Your response should be every line from the entries that includes the string "Boulevard".
========================================
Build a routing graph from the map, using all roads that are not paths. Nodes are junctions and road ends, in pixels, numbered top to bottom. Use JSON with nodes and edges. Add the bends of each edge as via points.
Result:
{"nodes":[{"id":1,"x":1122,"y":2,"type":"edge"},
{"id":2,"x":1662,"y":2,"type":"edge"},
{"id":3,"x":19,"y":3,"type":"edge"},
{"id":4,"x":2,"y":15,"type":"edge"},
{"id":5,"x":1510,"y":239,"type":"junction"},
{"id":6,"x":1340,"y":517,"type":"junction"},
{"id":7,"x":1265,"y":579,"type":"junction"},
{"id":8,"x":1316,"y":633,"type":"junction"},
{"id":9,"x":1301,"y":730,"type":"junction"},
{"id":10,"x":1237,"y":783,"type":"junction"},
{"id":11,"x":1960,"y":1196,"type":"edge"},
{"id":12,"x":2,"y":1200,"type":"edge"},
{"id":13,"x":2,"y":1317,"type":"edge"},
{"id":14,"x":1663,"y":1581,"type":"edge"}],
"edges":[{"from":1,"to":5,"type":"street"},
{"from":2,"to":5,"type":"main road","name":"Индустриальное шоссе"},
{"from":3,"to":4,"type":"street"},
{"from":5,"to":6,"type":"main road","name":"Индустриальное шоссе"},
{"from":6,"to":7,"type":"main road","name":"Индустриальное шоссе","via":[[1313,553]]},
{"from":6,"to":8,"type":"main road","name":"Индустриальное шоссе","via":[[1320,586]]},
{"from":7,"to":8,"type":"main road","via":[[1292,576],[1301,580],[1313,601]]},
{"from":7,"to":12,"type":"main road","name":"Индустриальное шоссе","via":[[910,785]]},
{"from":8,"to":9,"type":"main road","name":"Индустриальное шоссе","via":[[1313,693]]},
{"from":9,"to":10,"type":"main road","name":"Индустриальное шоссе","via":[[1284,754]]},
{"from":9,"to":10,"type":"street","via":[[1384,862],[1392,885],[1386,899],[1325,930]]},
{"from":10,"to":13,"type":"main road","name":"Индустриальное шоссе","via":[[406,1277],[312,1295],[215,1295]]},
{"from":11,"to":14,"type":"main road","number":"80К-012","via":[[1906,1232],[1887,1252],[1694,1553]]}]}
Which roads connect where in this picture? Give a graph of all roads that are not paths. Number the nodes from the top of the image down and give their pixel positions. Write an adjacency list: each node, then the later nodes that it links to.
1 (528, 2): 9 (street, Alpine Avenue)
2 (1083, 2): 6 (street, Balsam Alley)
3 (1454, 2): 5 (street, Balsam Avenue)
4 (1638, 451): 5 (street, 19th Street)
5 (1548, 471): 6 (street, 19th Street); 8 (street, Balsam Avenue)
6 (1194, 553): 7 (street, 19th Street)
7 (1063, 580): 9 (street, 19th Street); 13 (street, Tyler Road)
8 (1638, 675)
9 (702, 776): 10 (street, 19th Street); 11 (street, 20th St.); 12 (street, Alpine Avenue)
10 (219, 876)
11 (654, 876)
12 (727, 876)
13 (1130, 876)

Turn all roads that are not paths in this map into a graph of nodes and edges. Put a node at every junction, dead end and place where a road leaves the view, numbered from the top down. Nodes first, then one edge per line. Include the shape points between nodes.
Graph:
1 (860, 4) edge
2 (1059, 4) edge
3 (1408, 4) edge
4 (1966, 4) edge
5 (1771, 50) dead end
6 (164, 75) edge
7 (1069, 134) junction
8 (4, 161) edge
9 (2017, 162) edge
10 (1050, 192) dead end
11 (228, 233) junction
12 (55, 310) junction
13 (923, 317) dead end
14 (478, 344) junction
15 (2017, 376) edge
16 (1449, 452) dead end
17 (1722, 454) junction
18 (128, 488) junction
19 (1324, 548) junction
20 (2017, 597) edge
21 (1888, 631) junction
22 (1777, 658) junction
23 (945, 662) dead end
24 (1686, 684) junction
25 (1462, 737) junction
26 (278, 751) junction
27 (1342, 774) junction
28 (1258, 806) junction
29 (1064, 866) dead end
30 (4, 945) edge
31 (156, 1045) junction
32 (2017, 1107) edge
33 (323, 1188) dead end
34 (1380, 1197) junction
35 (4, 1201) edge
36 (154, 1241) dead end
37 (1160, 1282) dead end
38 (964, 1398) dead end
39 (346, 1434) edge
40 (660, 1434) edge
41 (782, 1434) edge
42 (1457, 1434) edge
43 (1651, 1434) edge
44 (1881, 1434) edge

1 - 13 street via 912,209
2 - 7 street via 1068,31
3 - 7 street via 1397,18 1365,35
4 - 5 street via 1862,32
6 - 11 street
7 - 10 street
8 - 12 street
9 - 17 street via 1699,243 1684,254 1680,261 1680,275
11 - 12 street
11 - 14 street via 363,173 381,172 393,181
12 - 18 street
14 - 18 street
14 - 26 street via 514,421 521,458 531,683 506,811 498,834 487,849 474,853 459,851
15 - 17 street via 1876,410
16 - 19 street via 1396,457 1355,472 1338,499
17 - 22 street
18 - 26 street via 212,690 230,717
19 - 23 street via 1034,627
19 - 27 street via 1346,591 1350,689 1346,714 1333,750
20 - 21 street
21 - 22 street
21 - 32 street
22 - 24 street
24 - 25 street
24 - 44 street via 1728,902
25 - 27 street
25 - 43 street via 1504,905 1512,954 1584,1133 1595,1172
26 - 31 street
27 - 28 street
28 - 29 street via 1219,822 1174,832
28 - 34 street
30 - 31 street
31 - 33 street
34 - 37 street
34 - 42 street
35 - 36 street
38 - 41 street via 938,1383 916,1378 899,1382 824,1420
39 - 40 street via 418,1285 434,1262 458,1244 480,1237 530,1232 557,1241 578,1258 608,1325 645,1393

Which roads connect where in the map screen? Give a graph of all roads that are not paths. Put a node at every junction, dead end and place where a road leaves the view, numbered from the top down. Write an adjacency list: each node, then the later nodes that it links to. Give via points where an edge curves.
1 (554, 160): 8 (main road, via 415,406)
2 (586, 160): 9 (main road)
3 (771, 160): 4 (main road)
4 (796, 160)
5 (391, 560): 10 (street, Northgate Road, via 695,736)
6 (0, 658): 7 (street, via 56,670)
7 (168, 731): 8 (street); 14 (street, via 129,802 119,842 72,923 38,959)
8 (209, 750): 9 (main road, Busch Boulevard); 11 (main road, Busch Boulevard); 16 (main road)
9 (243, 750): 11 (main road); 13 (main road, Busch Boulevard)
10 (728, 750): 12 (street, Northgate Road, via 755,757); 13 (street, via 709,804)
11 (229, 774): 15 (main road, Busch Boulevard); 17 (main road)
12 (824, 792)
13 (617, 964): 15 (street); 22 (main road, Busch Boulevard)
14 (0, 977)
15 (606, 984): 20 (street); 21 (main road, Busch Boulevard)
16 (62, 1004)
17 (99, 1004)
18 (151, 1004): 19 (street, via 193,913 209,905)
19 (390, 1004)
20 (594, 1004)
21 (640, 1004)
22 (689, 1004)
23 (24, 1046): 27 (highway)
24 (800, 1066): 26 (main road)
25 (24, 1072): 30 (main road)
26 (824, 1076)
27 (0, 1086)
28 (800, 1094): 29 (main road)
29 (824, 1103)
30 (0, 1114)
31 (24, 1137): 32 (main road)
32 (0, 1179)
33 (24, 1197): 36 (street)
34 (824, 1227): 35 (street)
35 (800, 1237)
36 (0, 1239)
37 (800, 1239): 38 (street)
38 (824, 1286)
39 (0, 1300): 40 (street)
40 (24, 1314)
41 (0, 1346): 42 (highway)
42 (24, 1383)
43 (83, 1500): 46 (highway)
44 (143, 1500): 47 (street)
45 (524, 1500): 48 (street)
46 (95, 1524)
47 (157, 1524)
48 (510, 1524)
========================================
Expected answer -
8 (209, 750): 9 (main road, Busch Boulevard); 11 (main road, Busch Boulevard); 16 (main road)
9 (243, 750): 11 (main road); 13 (main road, Busch Boulevard)
11 (229, 774): 15 (main road, Busch Boulevard); 17 (main road)
13 (617, 964): 15 (street); 22 (main road, Busch Boulevard)
15 (606, 984): 20 (street); 21 (main road, Busch Boulevard)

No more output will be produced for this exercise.